Certes, Verizon a ajouté une prime d’émission de 50 points de base (pb) supplémentaires sur ses obligations existantes pour s’assurer que l’opération soit un succès. Pourtant, le rendement des nouvelles obligations émises par le groupe s’est resserré après l’émission, et «a entraîné par contagion un resserrement des spreads BBB en dollar», indique Natixis. Le titre à 10 ans émis par Verizon a ainsi vu son rendement chuter à un niveau de 50 pb inférieur à celui consenti lors de son émission.
Bloomberg rapporte ainsi que les investisseurs qui ont pu acheter des titres sur le marché primaire ont réussi à réaliser des gains totaux de plus de 2,5 milliards de dollars. De quoi permettre aux télécommunications de maintenir leur surperformance par rapport aux autres secteurs. Le spread de l’indice iBoxx du secteur s’est ainsi resserré de 6 pb, alors que celui de l’industrie, de la santé, du pétrole et des «utilities» ne s’est contacté que de 0,3 à 0,5 pb.
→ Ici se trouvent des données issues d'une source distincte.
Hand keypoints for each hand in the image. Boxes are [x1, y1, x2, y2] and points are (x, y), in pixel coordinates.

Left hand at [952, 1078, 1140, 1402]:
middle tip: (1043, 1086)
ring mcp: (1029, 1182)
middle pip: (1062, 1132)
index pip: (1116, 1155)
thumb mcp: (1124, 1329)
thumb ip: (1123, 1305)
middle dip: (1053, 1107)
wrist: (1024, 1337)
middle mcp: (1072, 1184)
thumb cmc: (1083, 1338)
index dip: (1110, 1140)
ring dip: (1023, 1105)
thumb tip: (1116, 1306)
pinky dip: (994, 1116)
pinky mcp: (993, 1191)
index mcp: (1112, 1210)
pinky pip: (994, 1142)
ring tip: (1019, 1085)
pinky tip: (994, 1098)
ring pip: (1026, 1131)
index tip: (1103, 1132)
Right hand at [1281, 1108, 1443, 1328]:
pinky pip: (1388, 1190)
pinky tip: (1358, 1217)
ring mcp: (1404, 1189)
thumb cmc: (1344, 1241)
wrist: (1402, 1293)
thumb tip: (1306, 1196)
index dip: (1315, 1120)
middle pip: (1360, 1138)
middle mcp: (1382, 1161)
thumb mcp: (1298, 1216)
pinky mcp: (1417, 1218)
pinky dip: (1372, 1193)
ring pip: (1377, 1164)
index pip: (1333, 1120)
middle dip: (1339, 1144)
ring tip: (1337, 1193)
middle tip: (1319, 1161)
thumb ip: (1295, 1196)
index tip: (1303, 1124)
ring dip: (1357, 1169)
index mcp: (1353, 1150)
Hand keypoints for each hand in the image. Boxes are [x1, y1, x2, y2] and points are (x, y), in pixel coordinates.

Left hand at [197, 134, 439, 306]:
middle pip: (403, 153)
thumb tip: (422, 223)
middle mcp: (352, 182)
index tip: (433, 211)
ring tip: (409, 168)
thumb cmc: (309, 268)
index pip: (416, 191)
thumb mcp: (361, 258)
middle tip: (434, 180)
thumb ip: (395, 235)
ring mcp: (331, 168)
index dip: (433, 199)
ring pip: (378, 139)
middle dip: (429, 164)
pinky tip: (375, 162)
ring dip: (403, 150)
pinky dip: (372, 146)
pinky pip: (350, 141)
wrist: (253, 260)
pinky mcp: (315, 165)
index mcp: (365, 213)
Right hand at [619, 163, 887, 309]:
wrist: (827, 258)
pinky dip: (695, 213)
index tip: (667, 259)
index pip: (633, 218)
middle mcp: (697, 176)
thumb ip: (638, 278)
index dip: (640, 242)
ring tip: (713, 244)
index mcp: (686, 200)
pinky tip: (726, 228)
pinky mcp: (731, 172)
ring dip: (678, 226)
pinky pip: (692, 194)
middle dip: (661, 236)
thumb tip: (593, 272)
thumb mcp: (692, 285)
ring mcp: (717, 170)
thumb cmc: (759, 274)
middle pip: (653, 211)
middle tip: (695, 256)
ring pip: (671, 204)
Une performance d’autant plus remarquable qu’elle intervient dans un contexte de sorties de capitaux de 539 millions de dollars pour les sociétés notées en catégorie investissement durant la semaine achevée le 11 septembre, selon les données fournies par EPFR. «Avec des spreads qui restent loin de leurs niveaux d’août et un biais de marché attractif avant la réunion de la Fed, il existe un fort levier pour les investisseurs qui croient à un resserrement des spreads d’ici à la fin de l’année», estime la Société Générale.